1. Security Revenues Decline Weighs on Growth
Cisco reported a 2% year-over-year decline in security product revenues for its fiscal first quarter, as shifts toward cloud-native solutions and reduced demand for legacy appliances limited sales. The security portfolio still generated more than $1.5 billion in the quarter, but traditional hardware offerings fell by approximately 5%, partially offset by strength in next-generation firewall subscriptions, which grew over 10% sequentially. Management highlighted ongoing investments in SASE and zero-trust platforms as key drivers to reverse this trend in the back half of the fiscal year.
2. Institutional Stakes and Shareholder Activity
Braun Stacey Associates increased its Cisco stake by 7.5% in Q3, acquiring 23,800 additional shares to hold 341,208 in total, valued at approximately $23.35 million. Other institutional investors also added to their positions: Postrock Partners boosted holdings by 4.5% in Q2, Mount Vernon Associates by 0.4%, and Wynn Capital by 0.3%, while 73.33% of the company’s equity remains in the hands of funds and pension plans.

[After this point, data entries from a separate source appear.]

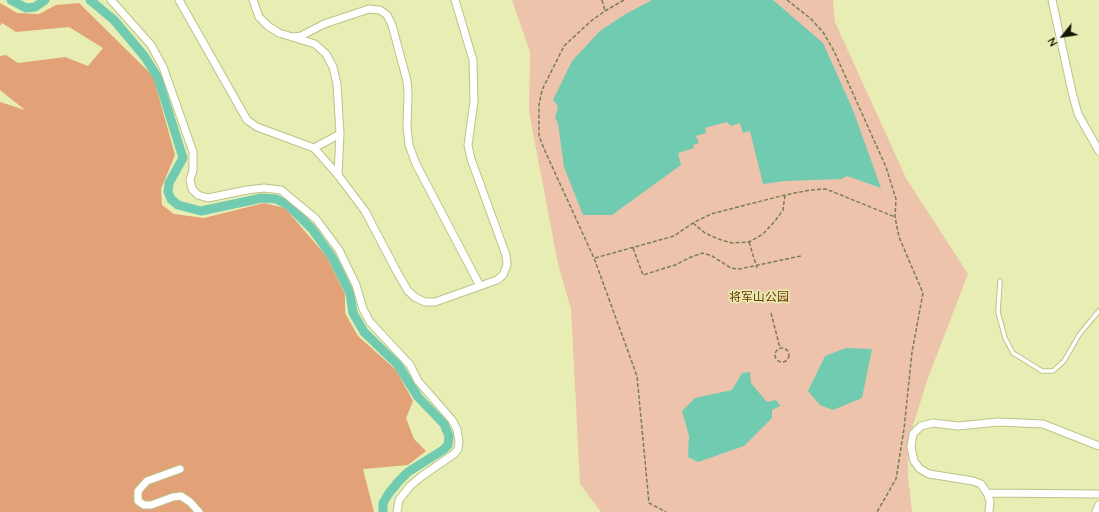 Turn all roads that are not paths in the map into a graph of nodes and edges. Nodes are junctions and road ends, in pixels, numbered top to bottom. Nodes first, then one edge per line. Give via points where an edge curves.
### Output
1 (111, 0) edge
2 (179, 0) edge
3 (253, 0) edge
4 (455, 0) edge
5 (1052, 0) edge
6 (293, 37) junction
7 (340, 134) junction
8 (314, 148) junction
9 (1099, 151) edge
10 (338, 175) junction
11 (1000, 281) dead end
12 (480, 286) junction
13 (1099, 311) edge
14 (1099, 446) edge
15 (180, 469) dead end
16 (987, 493) junction
17 (1099, 494) edge
18 (1099, 505) edge
19 (199, 512) edge
20 (397, 512) edge
21 (989, 512) edge
22 (1096, 512) edge

1 - 20 street via 151,45 163,67 193,152 190,180 192,189 198,195 208,198 259,189 281,190 316,219 339,250 370,322 410,365 418,381 452,420 457,429 458,449 410,486 399,500
2 - 8 street via 247,120 257,127
3 - 6 street via 259,17 268,26
4 - 12 street via 473,60 474,102 468,145 506,255 507,265 503,275 497,280
5 - 9 street via 1078,114
6 - 7 street via 315,44 326,54 333,67 337,84
6 - 12 street via 369,9 380,10 387,15 407,81 409,145 416,164
7 - 8 street
7 - 10 street
8 - 10 street
10 - 12 street via 365,211 408,291 416,298 425,302 435,302
11 - 13 lane via 998,312 1005,338 1013,353 1042,371 1053,371 1064,361 1079,336
14 - 16 street via 1043,424 998,422 958,426 934,423 921,426 913,434 911,448 920,469 928,474 973,481 981,484
15 - 19 street via 147,481 138,492 138,501 144,505 151,505 181,496
16 - 17 street
16 - 21 street via 990,501
18 - 22 street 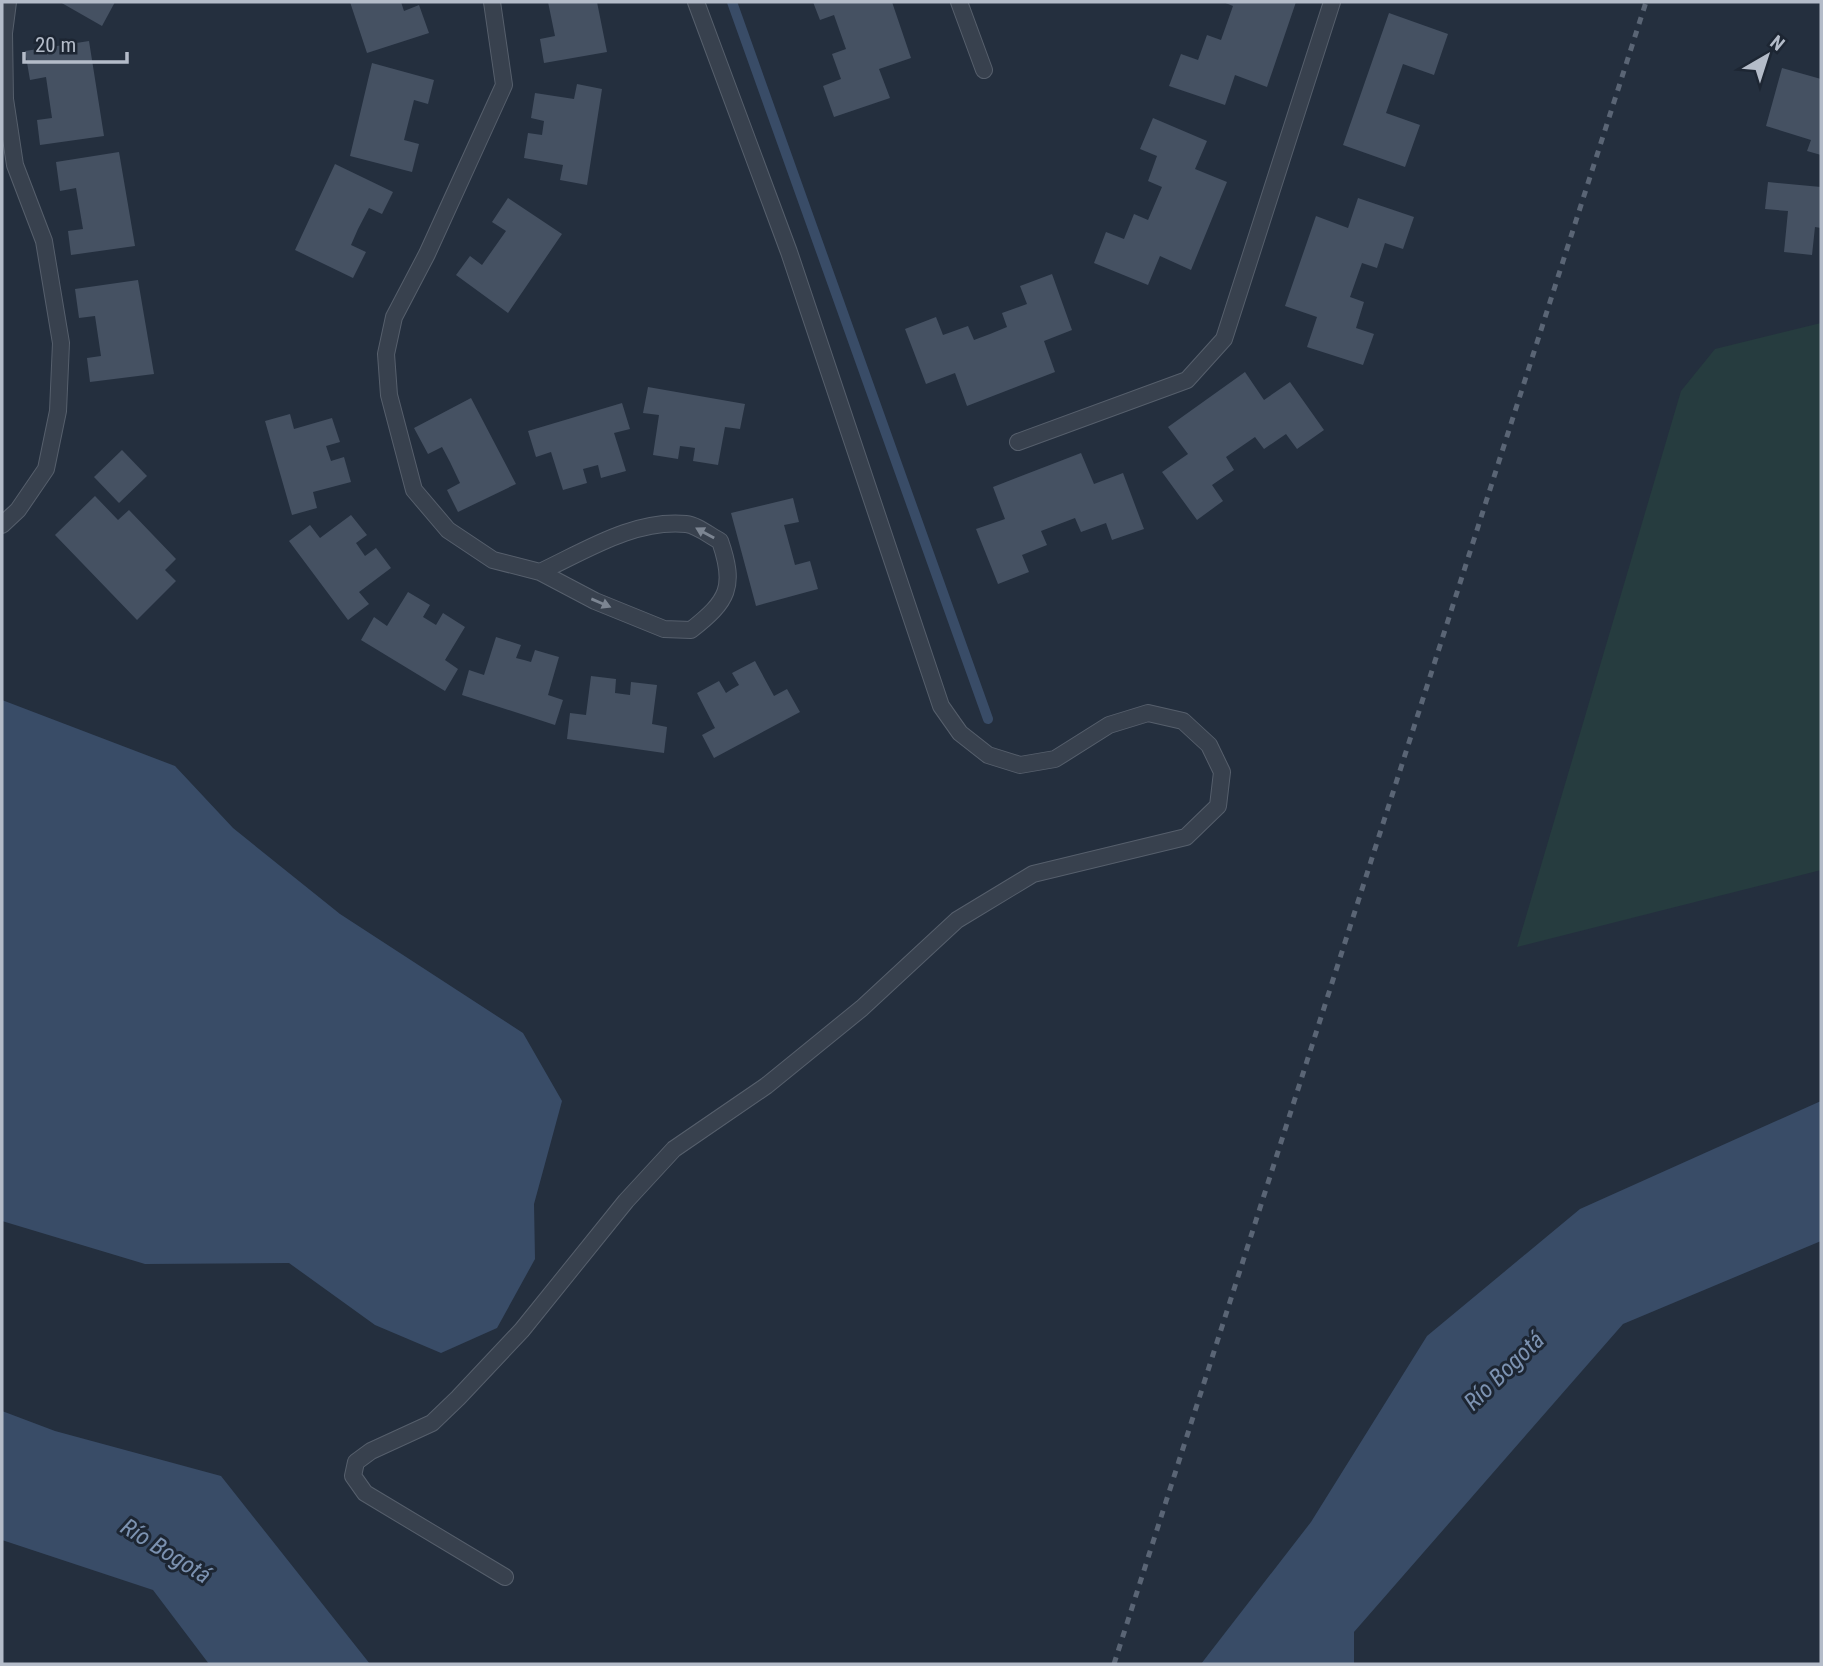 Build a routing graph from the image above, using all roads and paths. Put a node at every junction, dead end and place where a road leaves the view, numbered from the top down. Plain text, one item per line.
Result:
1 (8, 2) edge
2 (492, 2) edge
3 (696, 2) edge
4 (959, 2) edge
5 (1332, 2) edge
6 (984, 70) dead end
7 (1018, 442) dead end
8 (2, 525) edge
9 (540, 572) junction
10 (505, 1577) dead end

1 - 8 lane
2 - 9 lane
3 - 10 lane
4 - 6 lane
5 - 7 lane
9 -> 9 lane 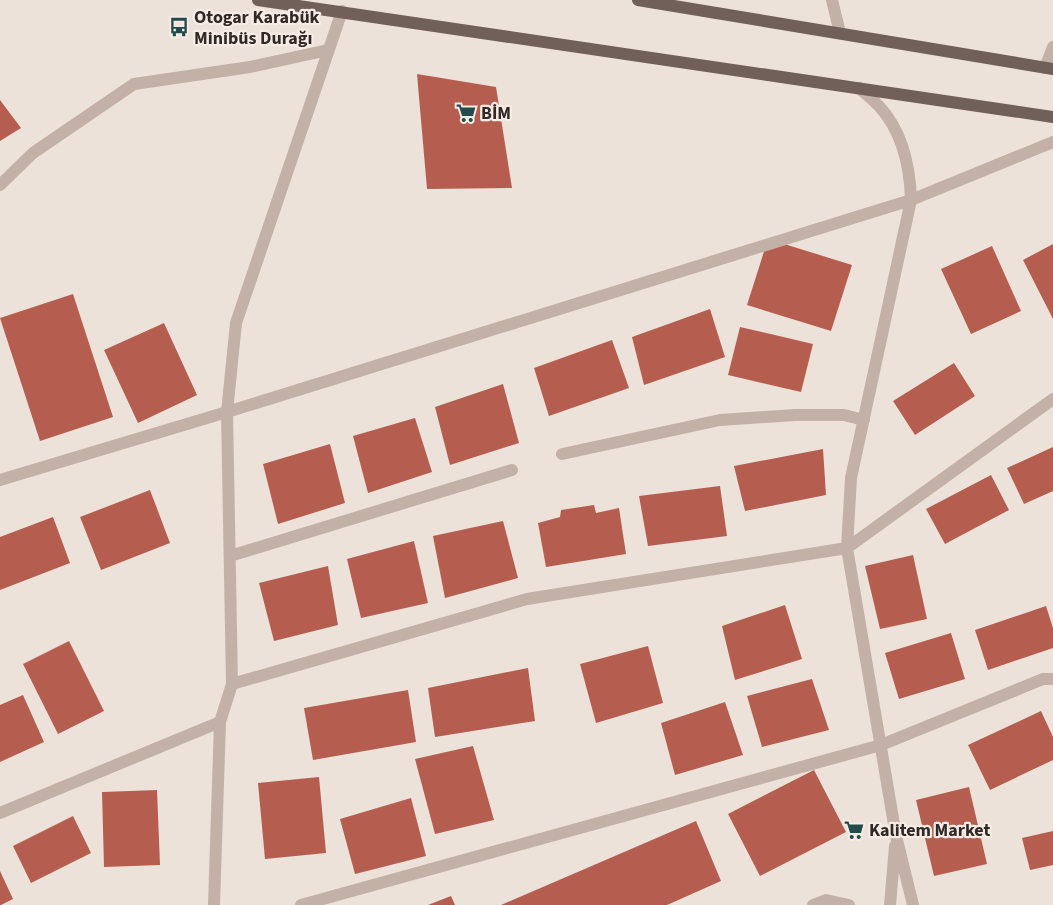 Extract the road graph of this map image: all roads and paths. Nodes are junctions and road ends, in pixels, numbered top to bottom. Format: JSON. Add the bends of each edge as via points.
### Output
{"nodes":[{"id":1,"x":258,"y":0,"type":"edge"},
{"id":2,"x":638,"y":0,"type":"edge"},
{"id":3,"x":832,"y":0,"type":"edge"},
{"id":4,"x":342,"y":11,"type":"junction"},
{"id":5,"x":840,"y":33,"type":"junction"},
{"id":6,"x":1053,"y":47,"type":"edge"},
{"id":7,"x":328,"y":50,"type":"junction"},
{"id":8,"x":1049,"y":68,"type":"edge"},
{"id":9,"x":859,"y":88,"type":"junction"},
{"id":10,"x":1053,"y":117,"type":"edge"},
{"id":11,"x":1053,"y":142,"type":"edge"},
{"id":12,"x":0,"y":185,"type":"edge"},
{"id":13,"x":912,"y":200,"type":"junction"},
{"id":14,"x":1053,"y":399,"type":"edge"},
{"id":15,"x":228,"y":412,"type":"junction"},
{"id":16,"x":864,"y":420,"type":"junction"},
{"id":17,"x":562,"y":454,"type":"dead end"},
{"id":18,"x":512,"y":470,"type":"dead end"},
{"id":19,"x":0,"y":480,"type":"edge"},
{"id":20,"x":847,"y":548,"type":"junction"},
{"id":21,"x":230,"y":556,"type":"junction"},
{"id":22,"x":1053,"y":678,"type":"edge"},
{"id":23,"x":232,"y":684,"type":"junction"},
{"id":24,"x":220,"y":722,"type":"junction"},
{"id":25,"x":881,"y":745,"type":"junction"},
{"id":26,"x":0,"y":813,"type":"edge"},
{"id":27,"x":896,"y":836,"type":"junction"},
{"id":28,"x":214,"y":905,"type":"edge"},
{"id":29,"x":300,"y":905,"type":"edge"},
{"id":30,"x":813,"y":905,"type":"edge"},
{"id":31,"x":849,"y":905,"type":"edge"},
{"id":32,"x":890,"y":905,"type":"edge"},
{"id":33,"x":913,"y":905,"type":"edge"}],
"edges":[{"from":1,"to":4,"type":"main road"},
{"from":2,"to":5,"type":"main road"},
{"from":3,"to":5,"type":"street"},
{"from":4,"to":7,"type":"street"},
{"from":4,"to":9,"type":"main road"},
{"from":5,"to":8,"type":"main road"},
{"from":6,"to":8,"type":"street"},
{"from":7,"to":12,"type":"street","via":[[134,84],[33,153]]},
{"from":7,"to":15,"type":"street","via":[[236,323]]},
{"from":9,"to":10,"type":"main road"},
{"from":9,"to":13,"type":"street","via":[[880,107],[897,132],[906,155]]},
{"from":11,"to":13,"type":"street"},
{"from":13,"to":15,"type":"street"},
{"from":13,"to":16,"type":"street"},
{"from":14,"to":20,"type":"street"},
{"from":15,"to":19,"type":"street"},
{"from":15,"to":21,"type":"street"},
{"from":16,"to":17,"type":"street","via":[[844,415],[796,415],[720,420]]},
{"from":16,"to":20,"type":"street","via":[[851,478]]},
{"from":18,"to":21,"type":"street"},
{"from":20,"to":23,"type":"street","via":[[527,599]]},
{"from":20,"to":25,"type":"street"},
{"from":21,"to":23,"type":"street"},
{"from":22,"to":25,"type":"street"},
{"from":23,"to":24,"type":"street"},
{"from":24,"to":26,"type":"street"},
{"from":24,"to":28,"type":"street"},
{"from":25,"to":27,"type":"street"},
{"from":25,"to":29,"type":"street"},
{"from":27,"to":32,"type":"street"},
{"from":27,"to":33,"type":"street"},
{"from":30,"to":31,"type":"street","via":[[826,900]]}]}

This broadening support from institutional accounts underscores confidence in Cisco’s long-term transition toward software and recurring revenue streams.
3. Earnings Beat and Conservative Guidance
In its November quarter, Cisco reported non-GAAP earnings per share of $1.00, topping consensus by $0.02, on revenues of $14.88 billion, 7.5% above last year and modestly ahead of analyst forecasts. The company delivered a net margin of 18.4% and a return on equity of 27.3%. For fiscal 2026, Cisco reiterated guidance for full-year earnings between 4.08 and 4.14 per share, with second-quarter earnings projected at 1.01 to 1.03 per share. The board also declared a quarterly dividend equating to a 2.1% annualized yield and a payout ratio near 62%.
4. Insider Sales Highlight Share Liquidity
Director Kristina M. Johnson reduced her holdings by 18%, and CEO Charles Robbins trimmed his position by 14% through scheduled sales in November and December, collectively disposing of over 130,000 shares. These transactions were pre-arranged under Rule 10b5-1 plans and represent routine portfolio rebalancing rather than a change in strategic conviction. Insider ownership remains minimal at 0.01%, consistent with Cisco’s longstanding capital allocation and liquidity management approach.